EBITDA stood at INR10,211 million, up 10% year-on-year. EBITDA margins stood at 12.3% and are expected to remain stable in this range going ahead. Manufacturing EBITDA stood at INR9,372 million, a growth of 10% year-on-year, and manufacturing EBITDA margins remain stable at 14.2%. PAT stood at INR3,554 million, a growth of 13% year-on-year. This includes a loss of INR122 million last year, on account of exceptional loss in FY '24.

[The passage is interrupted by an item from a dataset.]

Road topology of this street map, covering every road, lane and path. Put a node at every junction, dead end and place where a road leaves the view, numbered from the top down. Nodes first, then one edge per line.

Net debt stood at INR27,507 million. Through the IPO process, the company has repaid debt to the tune of INR15,960 million. This will lead to significant interest savings and improvement in debt ratios. In FY '25, ROACE stood at 14.9%, and ROAE stood at 14.1%. Note that these numbers are excluding the numbers of H-One India Private Limited as we acquired them on 28th March 2025, only 3 days before the end of the financial year. The top three customers and their ecosystem vendors accounted for 67% of manufacturing revenue.
Coming to the segmental performance on the manufacturing front, 2-wheeler contributed 81.3%, 3-wheeler contributed 3.6%, passenger vehicle contributed 4.4%, commercial vehicle contributed 7.3% for FY '25 and balance would be 3.5%. As of March '25, revenue from EVs stood at 4.0% of manufacturing revenues. Exports contributed 5.8% of our manufacturing revenue in FY '25, that is INR3,803 million.

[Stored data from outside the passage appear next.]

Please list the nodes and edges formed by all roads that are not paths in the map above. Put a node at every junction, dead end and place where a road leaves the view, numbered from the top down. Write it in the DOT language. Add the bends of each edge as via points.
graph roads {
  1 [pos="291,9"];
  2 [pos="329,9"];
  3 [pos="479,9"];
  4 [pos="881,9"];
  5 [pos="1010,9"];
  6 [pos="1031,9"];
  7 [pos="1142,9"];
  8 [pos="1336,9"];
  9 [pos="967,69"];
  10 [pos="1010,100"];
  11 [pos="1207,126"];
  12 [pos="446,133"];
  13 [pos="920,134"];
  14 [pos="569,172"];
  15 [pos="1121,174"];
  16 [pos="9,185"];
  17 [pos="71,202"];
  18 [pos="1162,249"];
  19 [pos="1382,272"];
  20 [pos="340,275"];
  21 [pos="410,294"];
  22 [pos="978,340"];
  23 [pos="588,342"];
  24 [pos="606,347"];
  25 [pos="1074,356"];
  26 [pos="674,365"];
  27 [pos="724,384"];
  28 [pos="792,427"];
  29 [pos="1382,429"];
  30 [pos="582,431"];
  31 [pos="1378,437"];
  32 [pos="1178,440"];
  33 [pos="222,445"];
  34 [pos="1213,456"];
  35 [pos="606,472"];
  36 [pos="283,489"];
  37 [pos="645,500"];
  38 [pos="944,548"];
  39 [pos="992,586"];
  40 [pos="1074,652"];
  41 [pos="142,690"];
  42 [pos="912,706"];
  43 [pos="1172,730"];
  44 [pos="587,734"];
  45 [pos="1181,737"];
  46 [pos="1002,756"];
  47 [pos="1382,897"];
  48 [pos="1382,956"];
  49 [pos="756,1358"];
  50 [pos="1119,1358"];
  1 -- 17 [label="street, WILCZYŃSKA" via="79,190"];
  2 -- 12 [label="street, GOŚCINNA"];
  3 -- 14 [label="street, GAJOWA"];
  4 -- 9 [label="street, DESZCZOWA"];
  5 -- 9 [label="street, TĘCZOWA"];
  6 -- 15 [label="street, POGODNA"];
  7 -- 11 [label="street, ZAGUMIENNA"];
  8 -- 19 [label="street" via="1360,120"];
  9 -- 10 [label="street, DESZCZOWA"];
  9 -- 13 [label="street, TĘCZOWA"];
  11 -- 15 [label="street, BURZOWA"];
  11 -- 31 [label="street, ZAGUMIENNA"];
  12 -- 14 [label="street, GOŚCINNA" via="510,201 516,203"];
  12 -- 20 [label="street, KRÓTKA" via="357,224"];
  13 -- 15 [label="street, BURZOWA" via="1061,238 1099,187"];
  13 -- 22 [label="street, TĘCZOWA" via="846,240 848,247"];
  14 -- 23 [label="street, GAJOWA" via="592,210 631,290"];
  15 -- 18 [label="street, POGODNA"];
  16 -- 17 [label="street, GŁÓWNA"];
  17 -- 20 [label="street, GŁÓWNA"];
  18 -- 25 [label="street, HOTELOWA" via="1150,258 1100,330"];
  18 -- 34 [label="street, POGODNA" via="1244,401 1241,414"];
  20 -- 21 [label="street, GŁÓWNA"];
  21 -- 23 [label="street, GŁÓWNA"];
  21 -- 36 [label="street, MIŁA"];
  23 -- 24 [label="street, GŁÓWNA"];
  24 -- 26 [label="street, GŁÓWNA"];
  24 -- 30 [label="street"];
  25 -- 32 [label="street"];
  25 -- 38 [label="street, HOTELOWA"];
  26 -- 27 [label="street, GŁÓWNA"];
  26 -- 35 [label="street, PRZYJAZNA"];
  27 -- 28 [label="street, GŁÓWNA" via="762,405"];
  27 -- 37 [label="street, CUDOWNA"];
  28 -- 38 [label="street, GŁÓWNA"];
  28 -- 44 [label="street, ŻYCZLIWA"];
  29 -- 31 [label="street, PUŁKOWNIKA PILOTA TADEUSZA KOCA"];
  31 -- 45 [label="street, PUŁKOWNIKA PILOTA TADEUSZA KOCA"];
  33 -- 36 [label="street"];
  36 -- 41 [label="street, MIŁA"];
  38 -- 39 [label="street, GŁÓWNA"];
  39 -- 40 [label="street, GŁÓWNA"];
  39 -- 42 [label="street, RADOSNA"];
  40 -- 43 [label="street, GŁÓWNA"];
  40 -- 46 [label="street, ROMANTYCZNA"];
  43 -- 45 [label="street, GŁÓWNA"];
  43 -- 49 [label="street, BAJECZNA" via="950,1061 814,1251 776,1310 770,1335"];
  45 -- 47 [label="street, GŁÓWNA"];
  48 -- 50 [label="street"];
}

We remain committed to growing this share through strategic expansion into newer geographies and deeper engagement with global OEMs. Now Q4 FY '25 consolidated financial highlights. Total revenue for Q4 FY '25 stood at INR22,743 million up by 49% year-on-year. Manufacturing revenue for Q4 FY '25 grew by 21% year-on-year to INR17,993 million. EBITDA stood at INR2,760 million up 58% year-on-year. EBITDA margin stood at 12.1%. PAT for the quarter stood at INR1,100 million.

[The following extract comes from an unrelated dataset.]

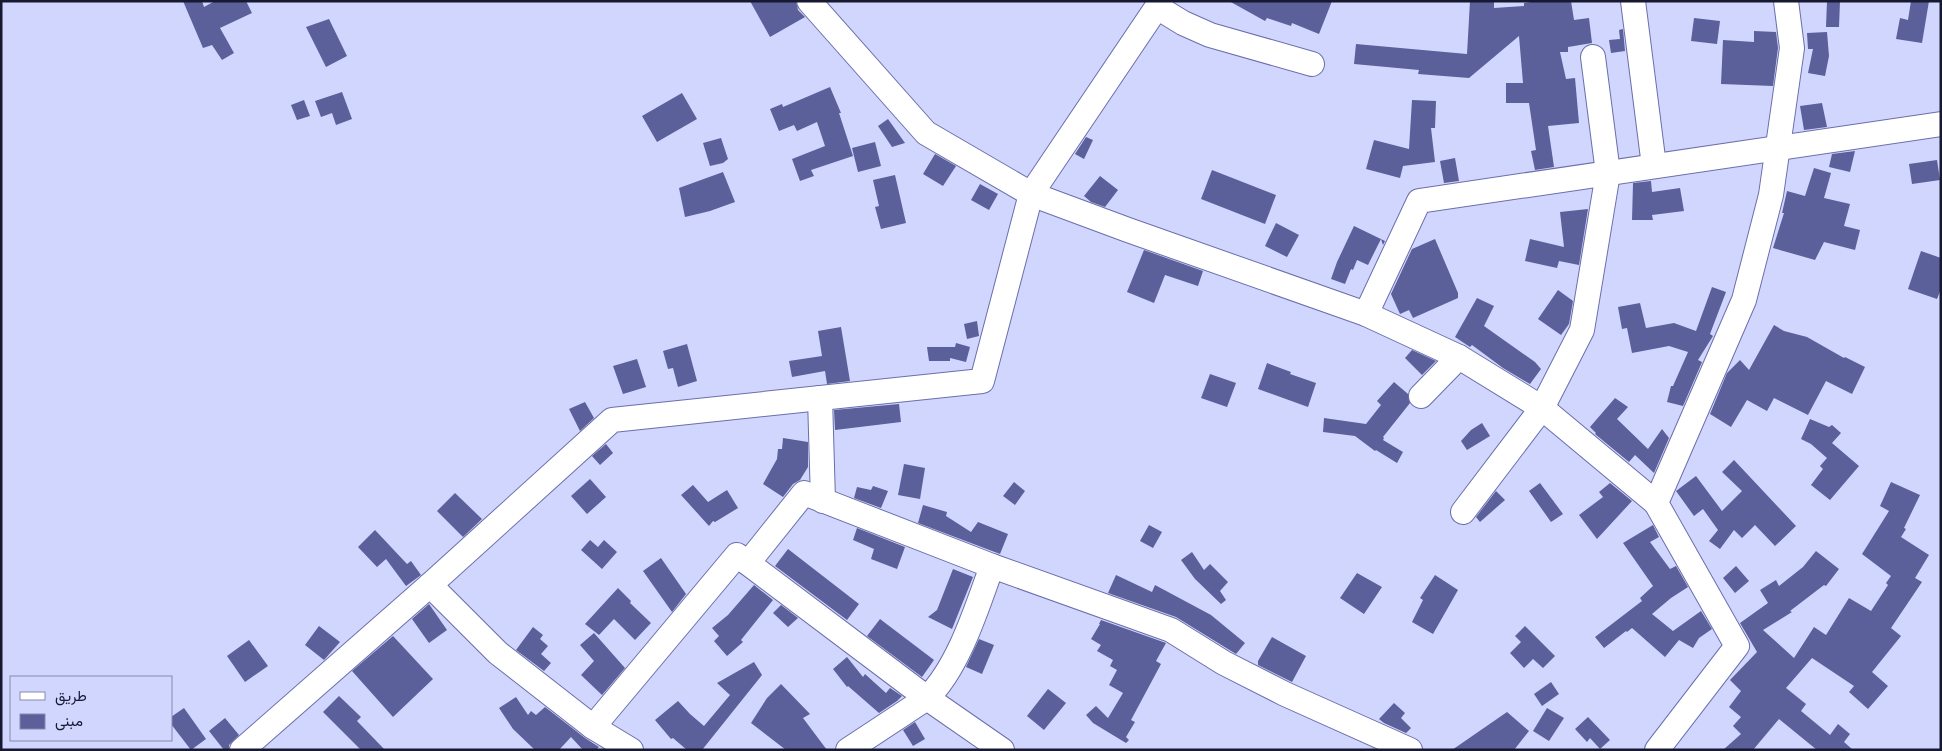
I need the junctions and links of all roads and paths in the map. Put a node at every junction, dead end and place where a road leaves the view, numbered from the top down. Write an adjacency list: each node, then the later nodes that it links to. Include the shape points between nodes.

With this, we can open the floor for questions. Thank you.
Moderator:
The first question comes from the line of Aditya Jhawar from Investec. Please go ahead.
Aditya Jhawar:
Yes, thanks for the opportunity and congrats on a good set of numbers. A few questions from my end. One on the rare earth metals, are you seeing that there is any change in the production schedule of any of your customers because of unavailability of rare earth metals?
Swastid Badve:
Thank you, Aditya, for the question. So, as of now, we are unable to comment on the exact customer schedules of our key customers. We do hope that the situation does sort itself out in terms of securing more rare earth metals access in the next few weeks or next few months.
Aditya Jhawar:
Okay. Thank you. Next question is on these two acquisitions, H-One and Mag Filters. So, you mentioned that the financials of H-One got included in Q4, but I think the acquisition was towards the fag end of March, right? So, the full impact of the quarter would be visible only in Q1. Is that correct?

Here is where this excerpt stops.